L’épistémologie de Freud n’est au fond pas si éloignée de celle de Karl Popper, future bête noire de nos épistémologues du concept. Popper fait naître la fécondité de la pensée de contradictions dynamiques, aussi bien dans la création scientifique, que dans la vie politique. Sur le principe Freud aurait acquiescé. On connait les critiques, «kraussiennes”, adressées par K. Popper à la psychanalyse. Mais il nous plaît de penser que Sir Karl aurait volontiers admis une psychanalyse acceptant la confrontation avec les sciences proches, la collaboration avec les autres praticiens, et n'abusant pas de la disqualification de l'autre, en posant systématiquement que toute critique confirme encore qu'elle a raison. Il ne refusait la psychanalyse que quand il la voyait se transformer en un système irréfutable.

58.

Proprement une idéologie selon H. Arendt, ie la logique d'une idée.
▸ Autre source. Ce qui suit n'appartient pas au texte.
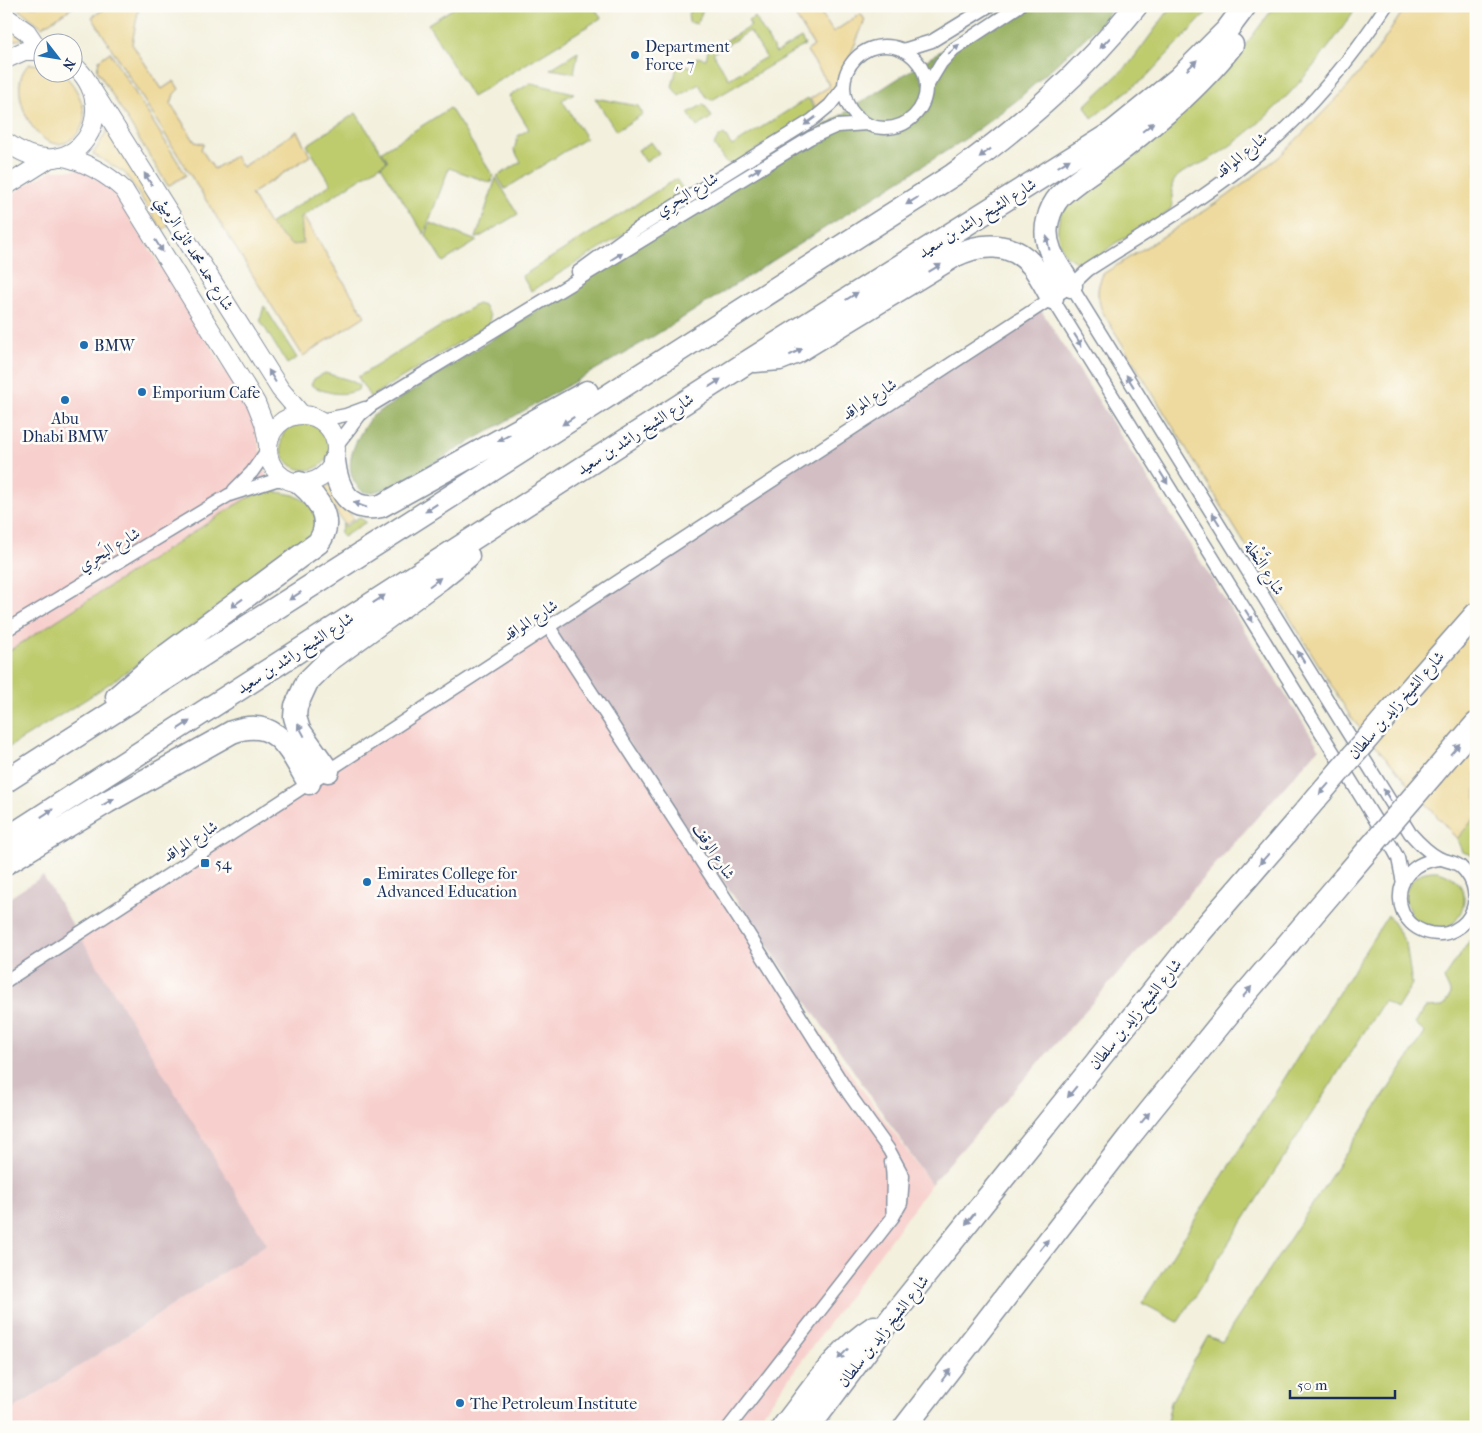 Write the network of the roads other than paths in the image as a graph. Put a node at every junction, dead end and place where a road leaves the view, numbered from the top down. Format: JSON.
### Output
{"nodes":[{"id":1,"x":989,"y":6,"type":"edge"},
{"id":2,"x":1019,"y":6,"type":"edge"},
{"id":3,"x":1136,"y":6,"type":"edge"},
{"id":4,"x":1245,"y":6,"type":"edge"},
{"id":5,"x":1386,"y":6,"type":"edge"},
{"id":6,"x":1394,"y":6,"type":"edge"},
{"id":7,"x":6,"y":16,"type":"edge"},
{"id":8,"x":32,"y":38,"type":"edge"},
{"id":9,"x":903,"y":50,"type":"junction"},
{"id":10,"x":32,"y":51,"type":"edge"},
{"id":11,"x":6,"y":59,"type":"edge"},
{"id":12,"x":82,"y":74,"type":"edge"},
{"id":13,"x":844,"y":87,"type":"junction"},
{"id":14,"x":91,"y":88,"type":"junction"},
{"id":15,"x":926,"y":88,"type":"junction"},
{"id":16,"x":867,"y":124,"type":"junction"},
{"id":17,"x":6,"y":142,"type":"edge"},
{"id":18,"x":56,"y":158,"type":"junction"},
{"id":19,"x":6,"y":186,"type":"edge"},
{"id":20,"x":1071,"y":286,"type":"junction"},
{"id":21,"x":762,"y":296,"type":"junction"},
{"id":22,"x":1052,"y":298,"type":"junction"},
{"id":23,"x":530,"y":308,"type":"junction"},
{"id":24,"x":749,"y":361,"type":"junction"},
{"id":25,"x":372,"y":405,"type":"junction"},
{"id":26,"x":302,"y":415,"type":"junction"},
{"id":27,"x":321,"y":420,"type":"junction"},
{"id":28,"x":268,"y":447,"type":"junction"},
{"id":29,"x":335,"y":453,"type":"junction"},
{"id":30,"x":294,"y":482,"type":"junction"},
{"id":31,"x":229,"y":495,"type":"junction"},
{"id":32,"x":526,"y":504,"type":"junction"},
{"id":33,"x":1476,"y":614,"type":"edge"},
{"id":34,"x":549,"y":626,"type":"junction"},
{"id":35,"x":6,"y":630,"type":"edge"},
{"id":36,"x":1476,"y":724,"type":"edge"},
{"id":37,"x":50,"y":754,"type":"junction"},
{"id":38,"x":328,"y":771,"type":"junction"},
{"id":39,"x":6,"y":781,"type":"edge"},
{"id":40,"x":309,"y":783,"type":"junction"},
{"id":41,"x":6,"y":839,"type":"edge"},
{"id":42,"x":1440,"y":859,"type":"junction"},
{"id":43,"x":6,"y":863,"type":"edge"},
{"id":44,"x":1459,"y":865,"type":"junction"},
{"id":45,"x":1476,"y":872,"type":"edge"},
{"id":46,"x":1403,"y":882,"type":"junction"},
{"id":47,"x":1474,"y":910,"type":"edge"},
{"id":48,"x":6,"y":981,"type":"edge"},
{"id":49,"x":895,"y":1313,"type":"junction"},
{"id":50,"x":924,"y":1404,"type":"junction"},
{"id":51,"x":729,"y":1427,"type":"edge"},
{"id":52,"x":783,"y":1427,"type":"edge"},
{"id":53,"x":810,"y":1427,"type":"edge"},
{"id":54,"x":905,"y":1427,"type":"edge"},
{"id":55,"x":910,"y":1427,"type":"edge"}],
"edges":[{"from":1,"to":9,"type":"street"},
{"from":15,"to":2,"type":"street","one_way":true},
{"from":3,"to":21,"type":"highway","one_way":true},
{"from":20,"to":4,"type":"highway","one_way":true},
{"from":24,"to":4,"type":"highway","name":"شارع الشيخ راشد بن سعيد","one_way":true},
{"from":5,"to":20,"type":"street","name":"شارع المواقد"},
{"from":6,"to":20,"type":"street","name":"شارع المواقد"},
{"from":7,"to":8,"type":"main road"},
{"from":9,"to":13,"type":"street"},
{"from":9,"to":15,"type":"street"},
{"from":10,"to":11,"type":"main road"},
{"from":12,"to":14,"type":"main road","name":"شارع حمد محمد ثاني الرميثي"},
{"from":13,"to":16,"type":"street"},
{"from":13,"to":23,"type":"street","name":"شارع البَحرِي","one_way":true},
{"from":14,"to":18,"type":"main road"},
{"from":26,"to":14,"type":"main road","name":"شارع حمد محمد ثاني الرميثي","one_way":true},
{"from":15,"to":16,"type":"street"},
{"from":23,"to":16,"type":"street","name":"شارع البَحرِي","one_way":true},
{"from":17,"to":18,"type":"main road","name":"شارع حمد محمد ثاني الرميثي"},
{"from":18,"to":19,"type":"main road"},
{"from":18,"to":28,"type":"main road","name":"شارع حمد محمد ثاني الرميثي","one_way":true},
{"from":20,"to":22,"type":"street","name":"شارع المواقد"},
{"from":42,"to":20,"type":"street","name":"شارع النَّخْلة","one_way":true},
{"from":21,"to":29,"type":"highway","one_way":true},
{"from":21,"to":37,"type":"highway","one_way":true},
{"from":24,"to":22,"type":"highway","one_way":true},
{"from":22,"to":34,"type":"street","name":"شارع المواقد"},
{"from":22,"to":46,"type":"street","one_way":true},
{"from":23,"to":25,"type":"street","name":"شارع البَحرِي"},
{"from":32,"to":24,"type":"highway","name":"شارع الشيخ راشد بن سعيد","one_way":true},
{"from":25,"to":27,"type":"street","name":"شارع البَحرِي"},
{"from":25,"to":29,"type":"street","name":"شارع البَحرِي"},
{"from":26,"to":27,"type":"main road"},
{"from":26,"to":28,"type":"main road"},
{"from":27,"to":29,"type":"main road"},
{"from":28,"to":30,"type":"main road"},
{"from":28,"to":31,"type":"street","name":"شارع البَحرِي"},
{"from":29,"to":30,"type":"main road"},
{"from":30,"to":31,"type":"street","name":"شارع البَحرِي"},
{"from":30,"to":37,"type":"highway","one_way":true},
{"from":31,"to":35,"type":"street","name":"شارع البَحرِي"},
{"from":38,"to":32,"type":"highway","one_way":true},
{"from":41,"to":32,"type":"highway","name":"شارع الشيخ راشد بن سعيد","one_way":true},
{"from":33,"to":49,"type":"highway","name":"شارع الشيخ زايد بن سلطان","one_way":true,"bridge":true},
{"from":34,"to":38,"type":"street","name":"شارع المواقد"},
{"from":34,"to":51,"type":"street","name":"شارع الوقف"},
{"from":50,"to":36,"type":"highway","one_way":true,"bridge":true},
{"from":37,"to":39,"type":"highway"},
{"from":38,"to":40,"type":"street","name":"شارع المواقد"},
{"from":43,"to":40,"type":"highway","one_way":true},
{"from":40,"to":48,"type":"street","name":"شارع المواقد"},
{"from":42,"to":44,"type":"street"},
{"from":42,"to":46,"type":"street"},
{"from":44,"to":45,"type":"street"},
{"from":44,"to":47,"type":"street"},
{"from":46,"to":47,"type":"street"},
{"from":49,"to":52,"type":"highway","one_way":true},
{"from":49,"to":53,"type":"highway","name":"شارع الشيخ زايد بن سلطان"},
{"from":50,"to":54,"type":"highway"},
{"from":50,"to":55,"type":"highway"}]} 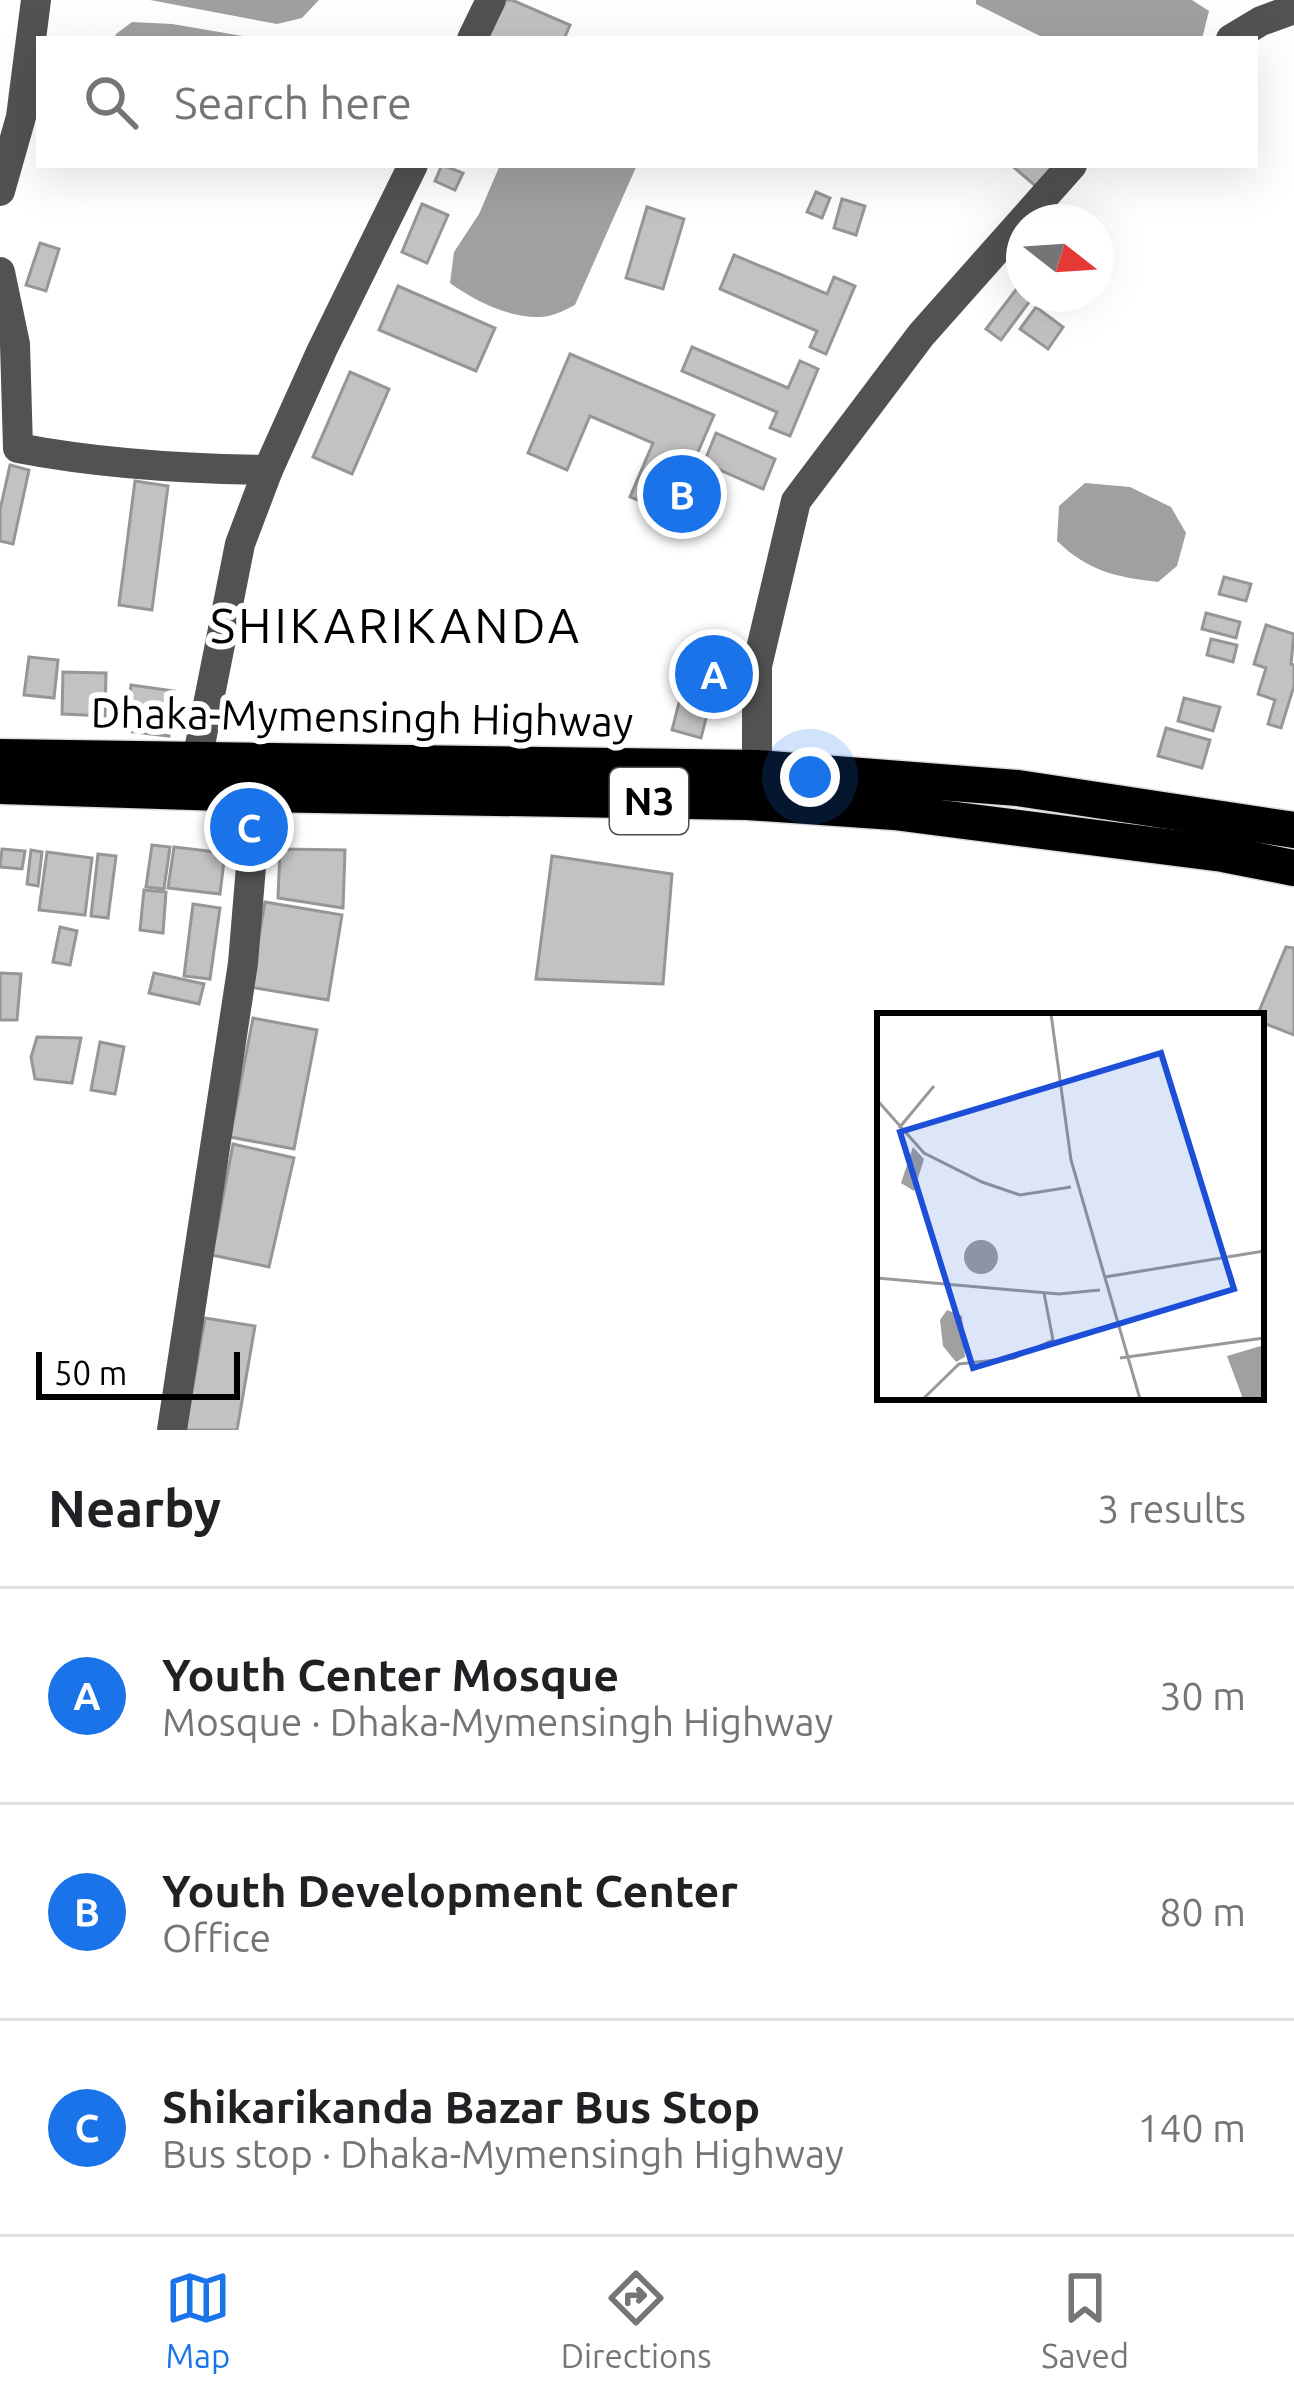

Selon elle, dans l’idéologie la pensée suit sa propre logique et n’est plus liée à l’événement, à l’histoire. Hannah Arendt oppose à l’idéologie la narration qui se soumet à l’événement et nous prépare à l’intelligence des évènements à venir.

59.

Bion distingue la possession d'une connaissance comme résultat de la modification de la douleur dans le lien C et la possession d'une connaissance employée pour éviter l'expérience (douloureuse).